The RBA Board minutes were released yesterday after keeping rates on hold this month at 3.85%. The case for cutting in August is growing with jobs data showing unemployment up to 4.3% from an expected 4.1%. Much will depend on the quarterly CPI due out at the end of the month.
NAB raised $1.5 billion in a 15NC10-year subordinated debt transaction yesterday which priced at 170bps over semi-quarterly swap or a 5.774% coupon rate. It doesn’t seem that long ago that margins were over 200bps, but the all-in yield is still attractive. Suncorp raised $1.75 billion in a dual tranche three-year senior unsecured deal. The floating rate tranche raised $1.55 billion and priced at 73bps over 3-month BBSW. The fixed $200m tranche was issued at 4% coupon rate.

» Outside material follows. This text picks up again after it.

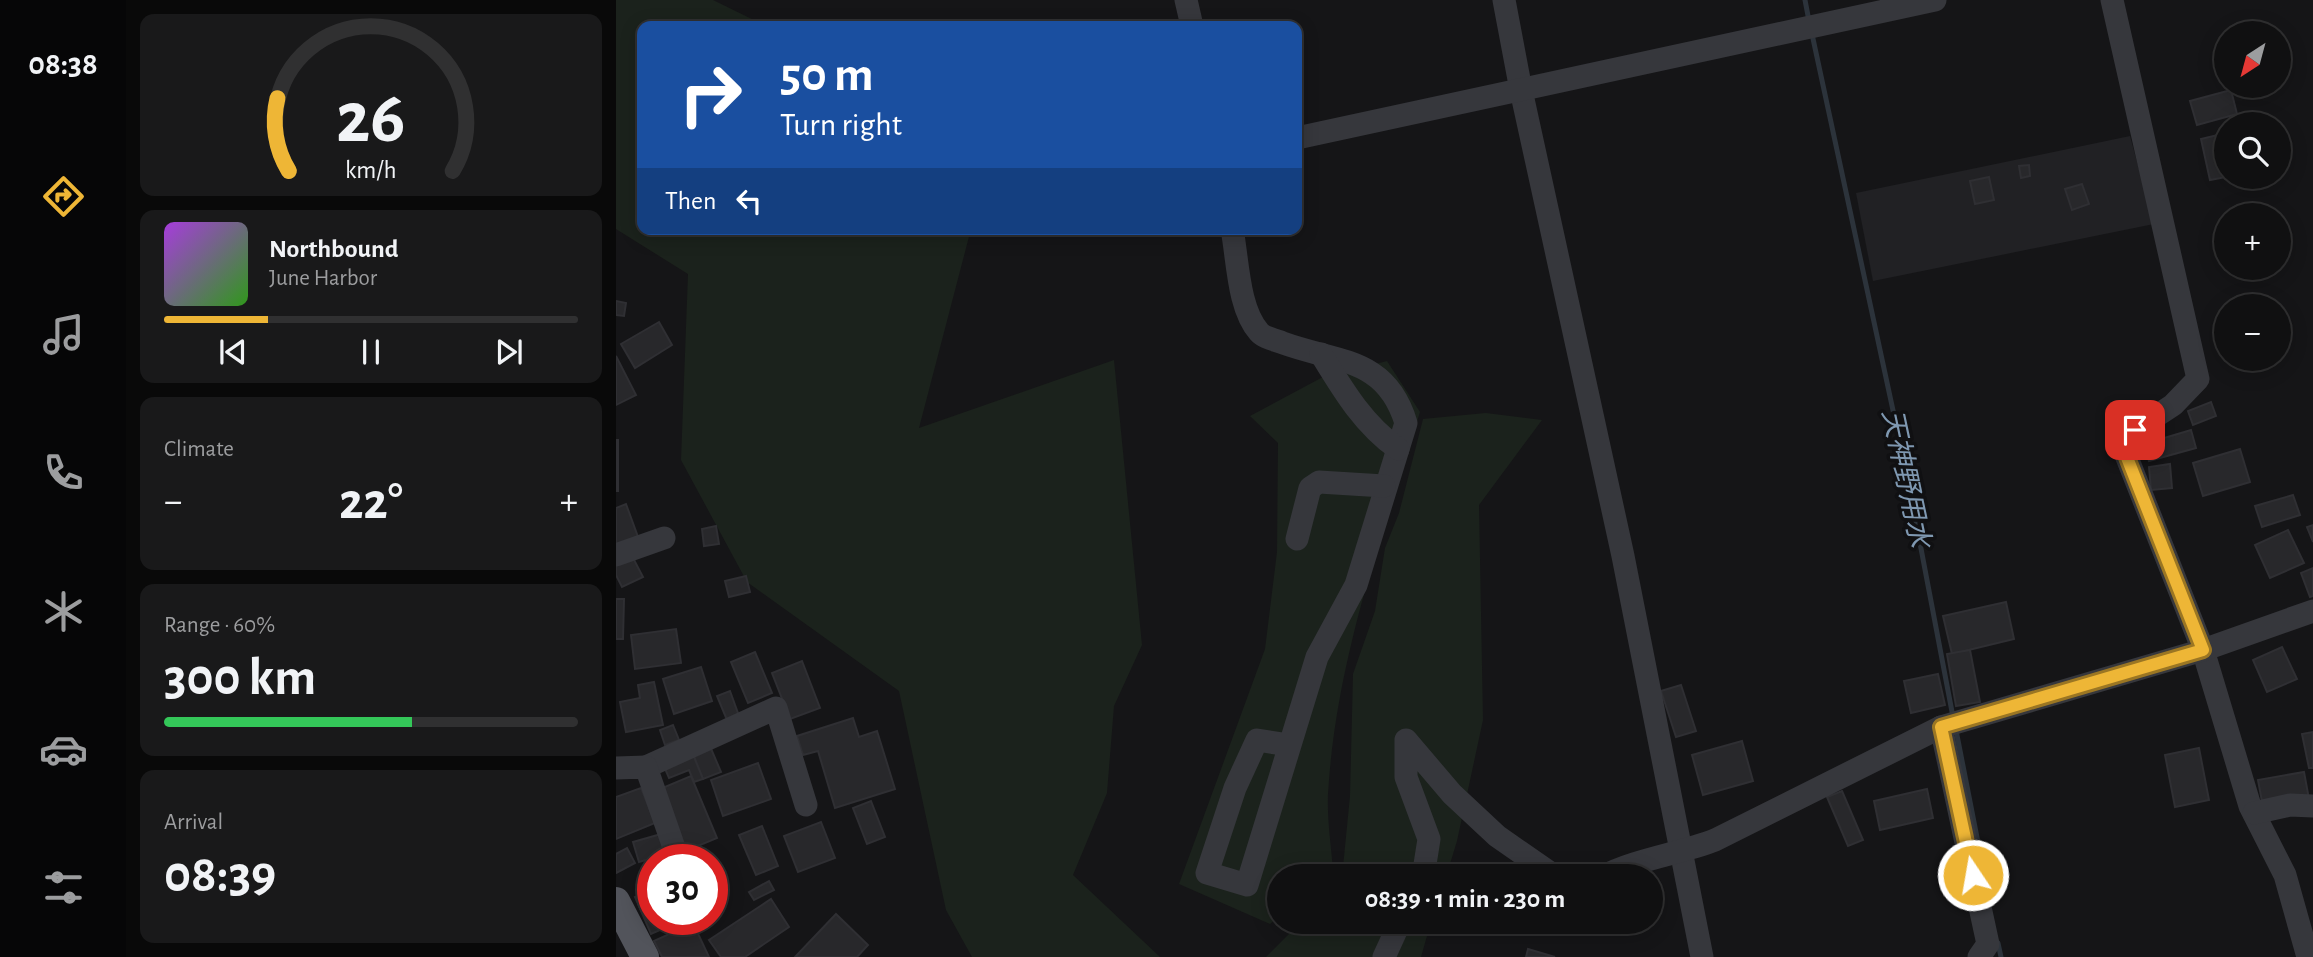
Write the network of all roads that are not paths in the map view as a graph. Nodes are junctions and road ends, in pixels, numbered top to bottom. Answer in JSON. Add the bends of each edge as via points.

This week, we saw what could happen if things don’t go to plan in private credit. Merricks Capital told investors redemptions would be delayed as its flagship Merrick Capital Partners Fund didn’t have any ‘unallocated cash’. There are a couple of lessons to learn from the event, which I discuss in an article Private Credit Company Defers Redemptions.
This tied in well with the series we started recently about Credit Portfolios, Valuations and Liquidity, by Richard Quin from Bentham Asset Management. This week, we bring you Part 2.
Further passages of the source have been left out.